John crouched in front of the trap door and tested it with a palm resting flat against its scuffed surface.  It didn’t give, even with some pressure.  The two hook-and-eye fasteners that normally held it in place were undone, but it wouldn’t give.

“Dean?” he said quietly.  “Dean, it’s Dad.”

Please.

He glanced over his shoulder at Bert, who was giving him a little space, standing in the open doorway of his own apartment.

They were playing a game.  Playing a game, but Dean knew better than to open a door without knowing who was on the other side.

John dropped his voice, and sang softly at the trapdoor, “Take me toooo…funkytowwwnnnn…”

Nothing happened for a moment.

Game.  Playing a game.  Busting my chops for…

Something shifted on the other side of the trapdoor.

“It’s okay, bud,” John said.  “It’s me.”

He almost bit off his lower lip when the trap slid open.  The ceiling light in front of Bert’s doorway was enough to let him see his children in the space underneath the stairs.  He would have crawled in there with them, had there been room; as it was, he had to wait for them to crawl out and into his arms.  He clung to them then, tightly enough that Sammy squeaked in dismay.

“Told you,” Bert said with a note of amusement.  “Hide-and-go-seek.”

“Yeah,” John said.  “I guess.”

“You okay, then?”

John nodded and started to move to his feet.  Smiling, Bert returned the nod and went back inside his apartment.  After the door was closed, John turned Dean to face him.

The look on Dean’s face made his breath catch in his throat.

“You told me, Daddy,” Dean said.

“I - I told you what, bud?”

“To hide.”

“I did?”

Dean nodded solemnly.  “There wasn’t noplace good in the apartment.  So I made Sammy come down here.”

“What for, Dean?”

“The man.”

He couldn’t voice the word, had to settle for mouthing it.  Man?

“Sammy heard him.  He was outside.  He wanted to come in.  You said not to ever let strangers in.”  Dean’s chin quivered once, and he stilled it resolutely.  “You said not to let nobody in, but he was by the window.  Sammy heard him.”

John looked down at Sam, whose round face was smudged with dust and cobwebs.  Sam beamed up at him and sneezed.

“Let’s go upstairs,” John said.

“What about the man?”

“He’s gone.”

Dean questioned that only for a moment, then got himself up off the floor.  He waited until John had gotten up, gathering Sam up with him in the process, then led the way upstairs, his small hand trailing along the wall as he climbed.  When they were safely back inside the apartment and Sam was settled back on the couch with his blanket, John re-laid the salt line.  He stood up to find Dean lining up the discarded groceries on the kitchen counter.

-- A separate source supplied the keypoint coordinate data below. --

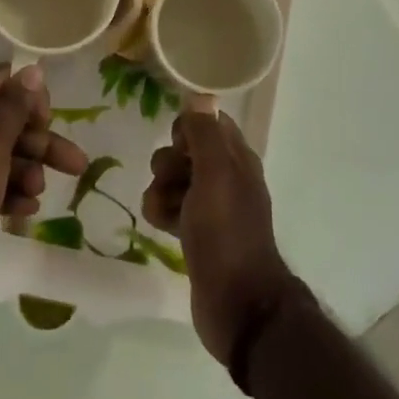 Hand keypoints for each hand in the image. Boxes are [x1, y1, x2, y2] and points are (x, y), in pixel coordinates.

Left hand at [0, 65, 87, 303]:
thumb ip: (15, 104)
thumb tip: (33, 68)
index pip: (4, 81)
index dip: (31, 96)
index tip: (48, 120)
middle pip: (9, 122)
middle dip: (42, 143)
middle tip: (75, 164)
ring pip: (2, 155)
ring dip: (28, 171)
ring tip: (38, 194)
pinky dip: (9, 192)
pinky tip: (26, 211)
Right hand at [143, 102, 294, 366]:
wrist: (237, 304)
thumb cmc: (226, 233)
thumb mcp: (215, 175)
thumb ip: (205, 134)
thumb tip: (199, 94)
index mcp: (237, 159)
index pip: (209, 122)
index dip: (187, 128)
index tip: (177, 145)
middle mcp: (227, 178)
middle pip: (186, 151)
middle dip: (169, 163)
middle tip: (173, 182)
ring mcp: (212, 208)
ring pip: (174, 181)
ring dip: (161, 190)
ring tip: (164, 211)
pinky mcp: (197, 235)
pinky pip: (171, 209)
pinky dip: (163, 213)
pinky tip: (162, 227)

“Will he come back?” Dean asked somberly.

John closed his eyes for a moment and listened, trying to still his own breathing, make himself calm, watchful, patient.  Heard nothing but the wind pressing against the windowpanes and water running through the pipes.

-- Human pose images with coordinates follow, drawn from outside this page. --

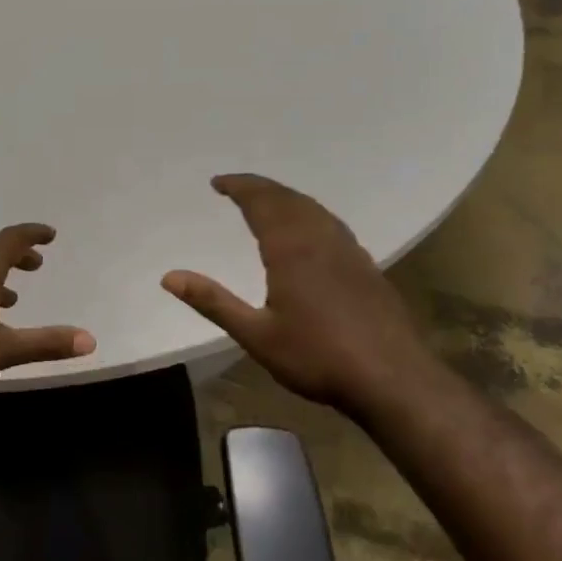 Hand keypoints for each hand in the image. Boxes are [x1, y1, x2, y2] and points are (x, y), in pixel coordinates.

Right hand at [162, 174, 435, 414]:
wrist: (392, 378)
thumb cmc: (317, 357)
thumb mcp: (256, 335)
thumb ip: (213, 302)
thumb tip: (169, 277)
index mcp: (291, 249)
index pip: (262, 202)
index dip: (239, 187)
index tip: (218, 182)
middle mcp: (321, 239)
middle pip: (288, 199)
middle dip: (260, 188)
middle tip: (236, 187)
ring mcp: (348, 250)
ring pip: (313, 209)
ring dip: (286, 198)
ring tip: (267, 201)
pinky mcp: (366, 266)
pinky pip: (331, 224)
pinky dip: (309, 214)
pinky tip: (309, 232)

Heard nothing, because right now there was nothing to hear.  But there would be.

Two years and fifty-two days ago, the son of a bitch had taken Mary.

And it had come back.

It had let him wander around in a grief-stricken fog: poring through old books, talking to psychics, crawling farther and farther away from the life he had known.  Let him ignore who he was in favor of his bereavement for two years and fifty-two days.  For all that time, the fucker had known something John had forgotten.  Had seen something in him he had let go of.  The soldier.  The hunter.  The man.

After two years and fifty-two days, it had come back.  And it had issued him a challenge.

“Not if I can help it,” John told his son.